Le mystère n'est pas le moindre attrait des grandes choses. Je songeais, en voyant se dérouler à mes yeux la plaine de Thèbes, à cette Égypte antique qui nous semble avoir vécu en dehors des lois de l'humanité, tant son esprit différa du nôtre. Ces temples de Karnak qui ne ressemblent en rien à ceux de la Grèce et de Rome, ces colosses qui déifiaient les rois, ces monuments bâtis pour ne tomber jamais, tout témoigne d'un peuple chez lequel les conditions de la vie n'étaient pas ce que le temps les a faites pour nous. La momification des corps, l'immortalité donnée aux restes de l'homme, démontrerait à elle seule l'antiquité de ce peuple, voisin des origines du monde : l'expérience ne lui avait pas encore appris l'inanité de longues générations qui se succèdent pour disparaître toujours. Plus on a vu mourir les hommes, moins on a donné d'importance à leur dépouille. Le génie de l'ancienne Égypte, isolé au milieu des déserts africains, s'est concentré dans le passé : dédaigneux de communiquer avec les hommes, il est demeuré lui-même jusqu'au jour où il s'est éteint pour jamais.
Memphis, la première capitale de l'Égypte, a disparu dans les sables, et n'a laissé qu'une mémoire fabuleuse ; Thèbes est ce que l'Égypte nous a légué pour témoigner d'elle-même, l'expression la plus complète de sa vie originale, la merveille de son antique civilisation, le sépulcre enfin d'où la science moderne est parvenue à exhumer son passé.
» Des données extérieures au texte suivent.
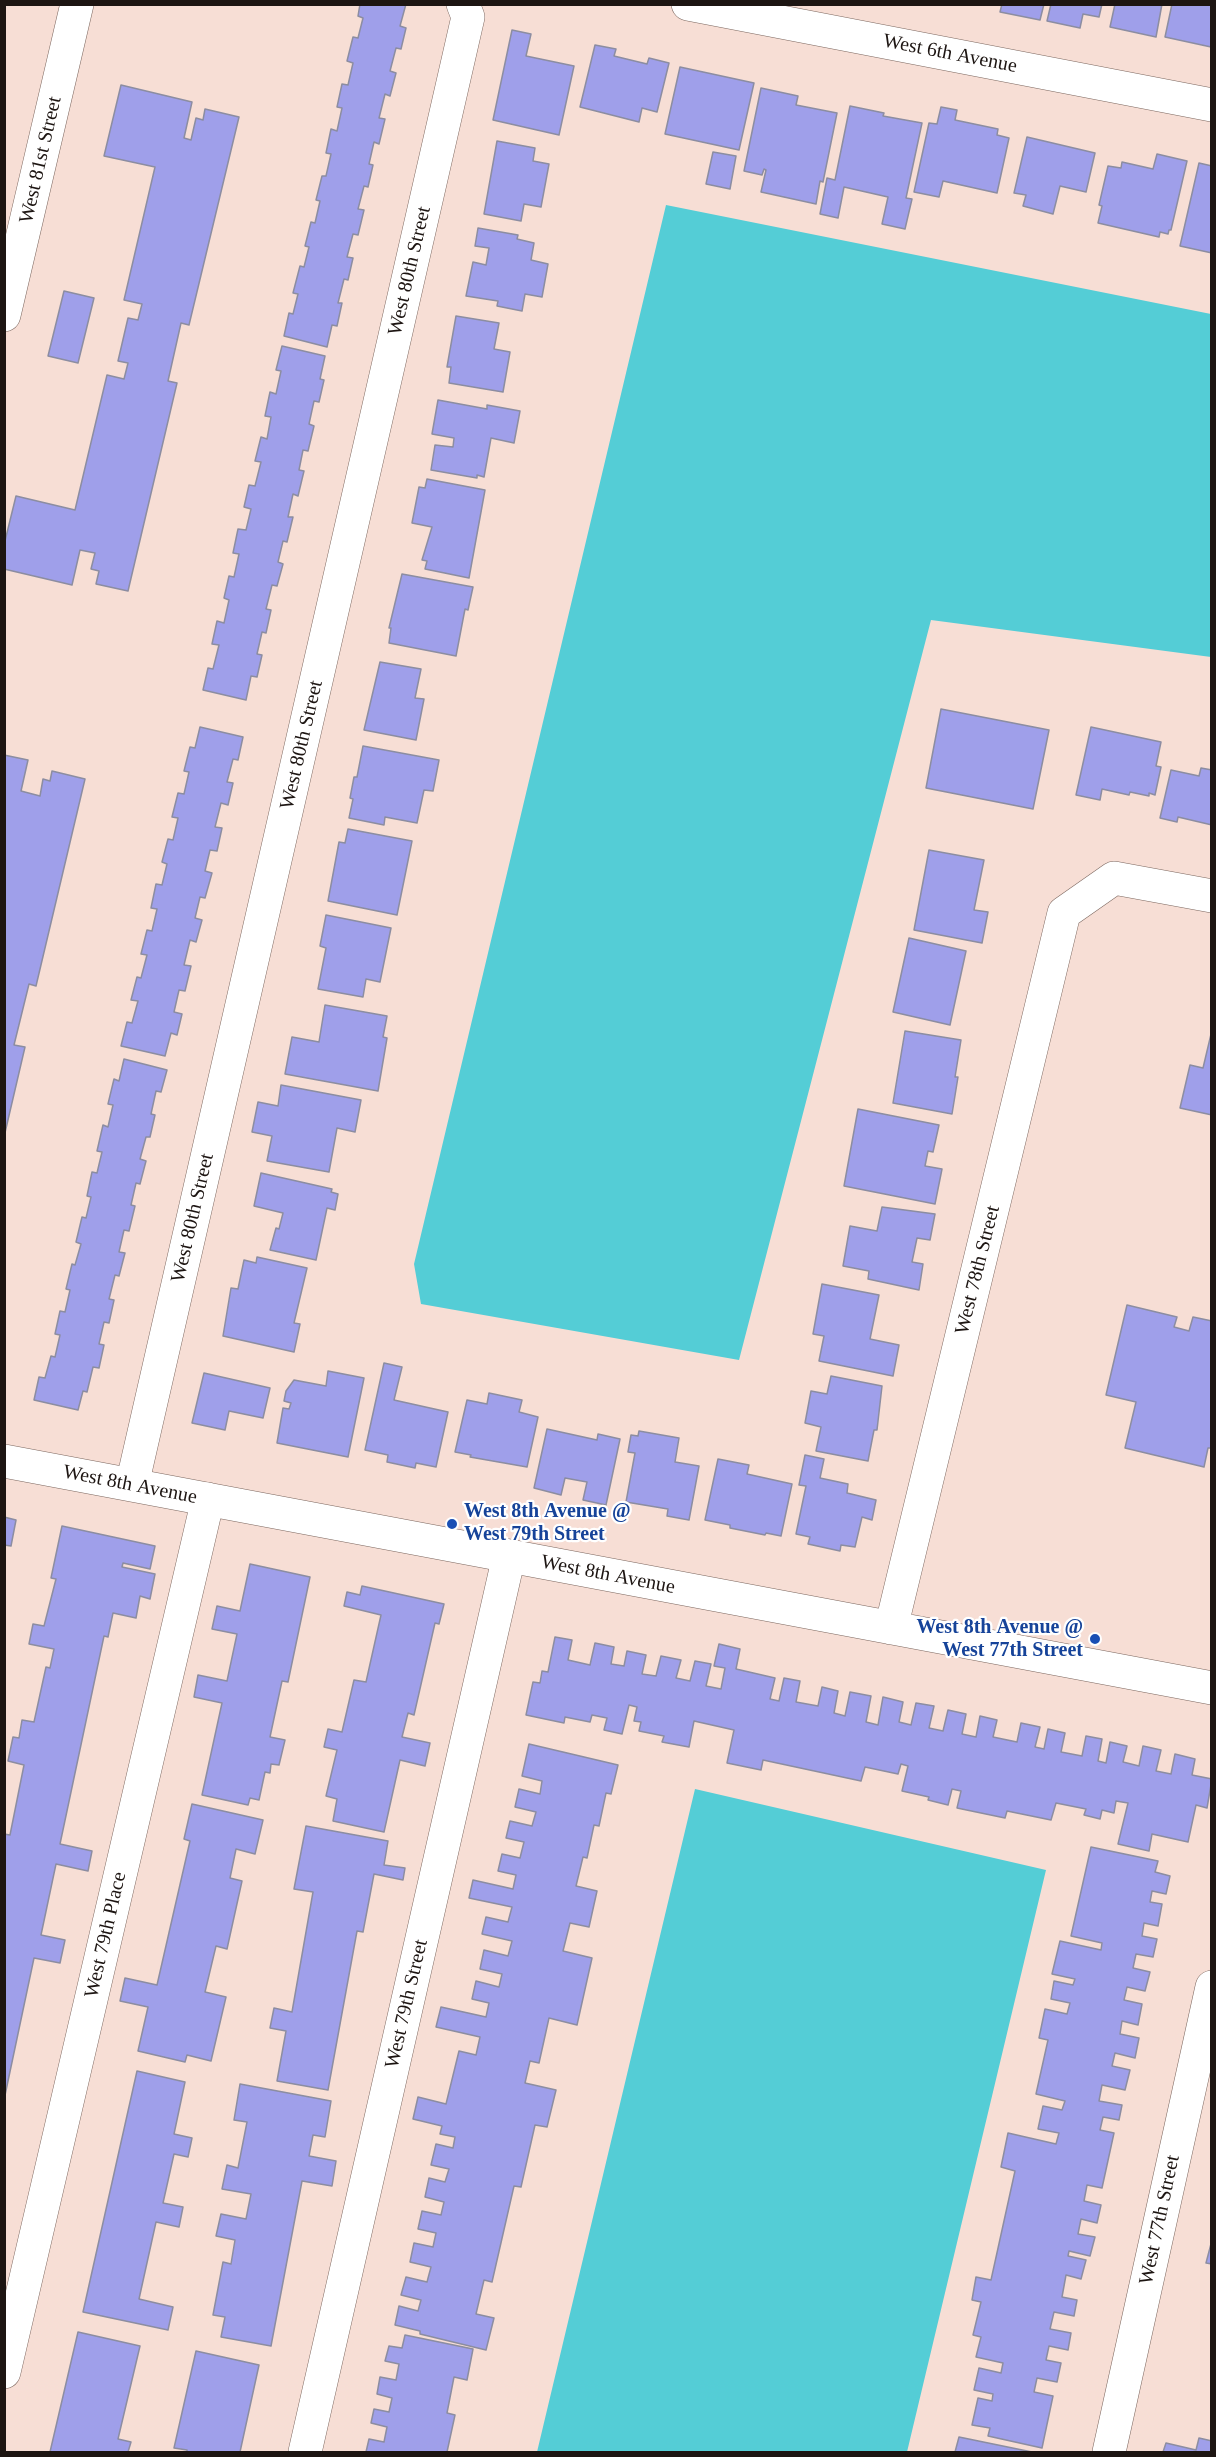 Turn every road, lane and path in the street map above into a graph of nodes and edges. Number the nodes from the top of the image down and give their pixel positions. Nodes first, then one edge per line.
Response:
1 (77, 4) edge
2 (463, 4) edge
3 (688, 4) edge
4 (777, 12) edge
5 (1212, 105) edge
6 (4, 315) edge
7 (1212, 896) edge
8 (4, 1461) edge
9 (132, 1485) junction
10 (208, 1499) junction
11 (509, 1556) junction
12 (891, 1628) junction
13 (1212, 1688) edge
14 (1212, 1987) edge
15 (4, 2372) edge
16 (305, 2452) edge
17 (1109, 2452) edge

1 - 6 street, West 81st Street
2 - 9 street, West 80th Street
3 - 4 street, West 6th Avenue
4 - 5 street, West 6th Avenue
7 - 12 street, West 78th Street
8 - 9 street, West 8th Avenue
9 - 10 street, West 8th Avenue
10 - 11 street, West 8th Avenue
10 - 15 street, West 79th Place
11 - 12 street, West 8th Avenue
11 - 16 street, West 79th Street
12 - 13 street, West 8th Avenue
14 - 17 street, West 77th Street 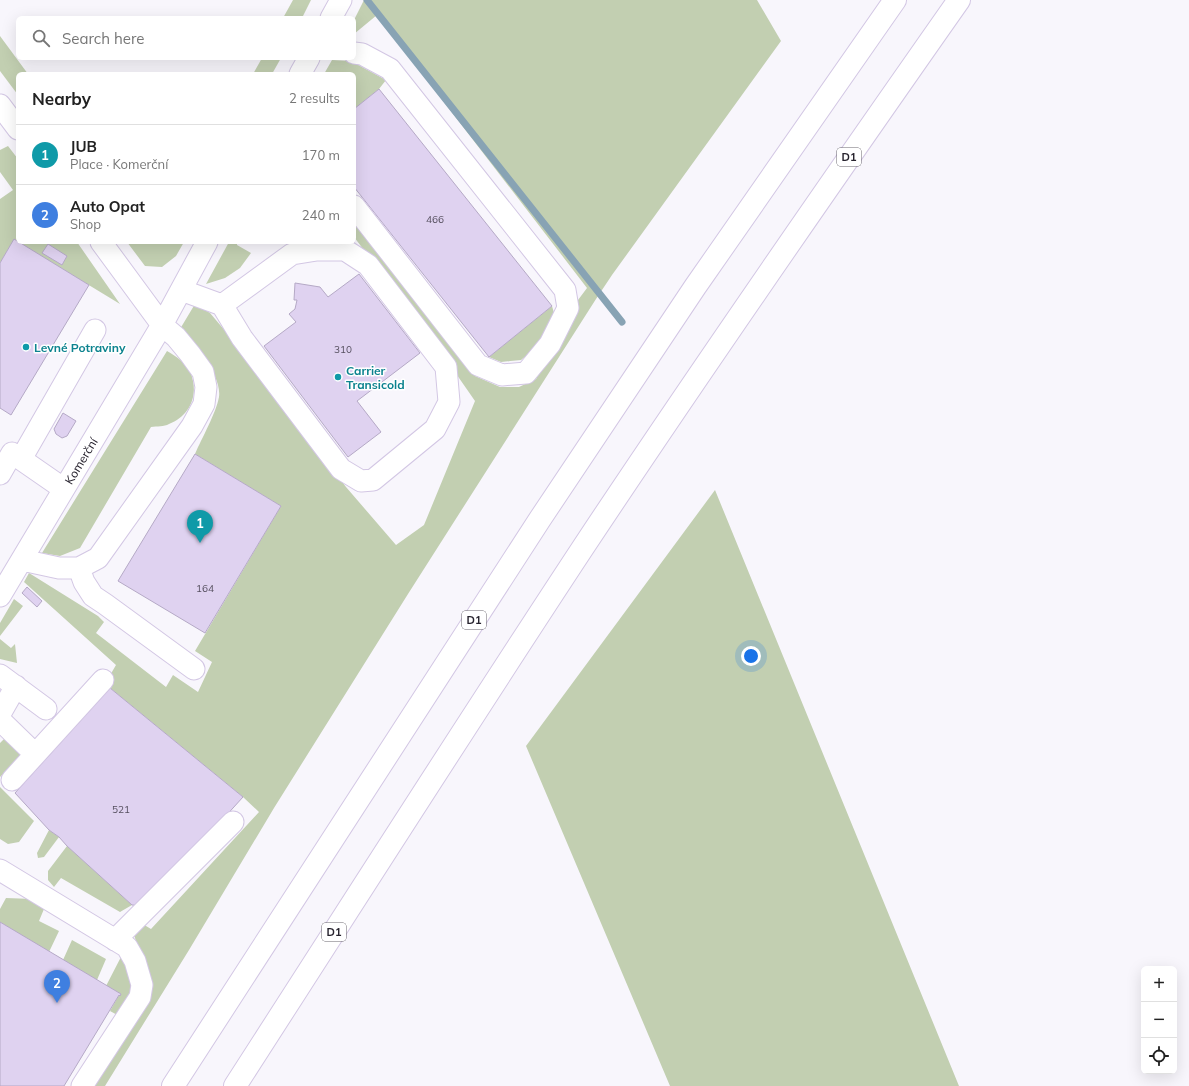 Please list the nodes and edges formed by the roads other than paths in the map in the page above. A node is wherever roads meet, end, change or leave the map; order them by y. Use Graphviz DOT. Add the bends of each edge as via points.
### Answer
graph roads {
  1 [pos="340,0"];
  2 [pos="894,0"];
  3 [pos="959,0"];
  4 [pos="332,16"];
  5 [pos="356,53"];
  6 [pos="0,105"];
  7 [pos="11,129"];
  8 [pos="356,209"];
  9 [pos="102,244"];
  10 [pos="206,244"];
  11 [pos="181,290"];
  12 [pos="222,305"];
  13 [pos="162,325"];
  14 [pos="94,330"];
  15 [pos="21,459"];
  16 [pos="0,474"];
  17 [pos="64,489"];
  18 [pos="22,560"];
  19 [pos="79,568"];
  20 [pos="0,596"];
  21 [pos="194,669"];
  22 [pos="102,680"];
  23 [pos="8,681"];
  24 [pos="46,709"];
  25 [pos="0,714"];
  26 [pos="0,720"];
  27 [pos="35,754"];
  28 [pos="12,780"];
  29 [pos="234,822"];
  30 [pos="0,870"];
  31 [pos="115,940"];
  32 [pos="82,1086"];
  33 [pos="174,1086"];
  34 [pos="235,1086"];
  1 -- 4 [label="street"];
  2 -- 33 [label="highway, D1" via="695,287 544,512"];
  3 -- 34 [label="highway, D1" via="740,314 589,539"];
  5 -- 8 [label="street" via="390,70 565,290 568,308 550,344 526,373 502,375 478,365"];
  6 -- 7 [label="street"];
  9 -- 13 [label="street"];
  10 -- 11 [label="street, Komerční"];
  11 -- 12 [label="street"];
  11 -- 13 [label="street, Komerční"];
  12 -- 12 [label="street" via="292,254 317,250 345,250 368,265 446,367 449,402 435,429 373,480 361,481 341,469 242,338"];
  13 -- 17 [label="street, Komerční"];
  13 -- 19 [label="street" via="190,354 203,372 206,388 204,404 192,426 98,558"];
  14 -- 15 [label="street"];
  15 -- 16 [label="street" via="12,453"];
  15 -- 17 [label="street"];
  17 -- 18 [label="street, Komerční"];
  18 -- 19 [label="street" via="59,568"];
  18 -- 20 [label="street, Komerční"];
  19 -- 21 [label="street" via="93,596"];
  22 -- 27 [label="street"];
  23 -- 24 [label="street"];
  23 -- 25 [label="street"];
  26 -- 27 [label="street"];
  27 -- 28 [label="street"];
  29 -- 31 [label="street"];
  30 -- 31 [label="street"];
  31 -- 32 [label="street" via="127,947 135,961 142,985 140,997"];
}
Après Karnak apparaissent dans la plaine, sur la rive opposée, les deux colosses de Memnon. C'est une étrange apparition que celle de ces géants assis, témoins immuables de la grandeur et de la chute de Thèbes. L'expression vague de leurs visages mutilés inspire d'abord comme une terreur superstitieuse. Derrière eux, on voit les débris immenses des temples et des palais de Médinet-Abou. Enfin, entre deux îles du fleuve, nous découvrons le village de Louqsor, et nous voyons surgir au milieu des masures arabes une gigantesque colonnade, le sommet d'un pylône, la pointe aiguë d'un obélisque. C'est le temple d'Aménophis III et de Sésostris le Grand.
Ces triomphateurs antiques ne songeaient guère que des peuples, ensevelis dans la nuit du pôle, et dont le nom, s'ils en avaient un, n'était jamais arrivé jusqu'à eux, que ces peuples viendraient un jour dépouiller les palais de Thèbes, et planter leurs enseignes sur ses débris. L'obélisque de Louqsor est allé orner la place publique d'une capitale nouvelle, et nous voyons flotter le pavillon anglais au sommet de la grande colonnade."

Extrait de Voyage en Orient, 1862-1863, 
par Léon-François Verhaeghe de Naeyer (1839-1906), avocat et diplomate belge, gouverneur de la province de Flandre Orientale, envoyé extraordinaire et ministre plénipotentiaire en Italie, en Espagne, au Portugal, en Chine.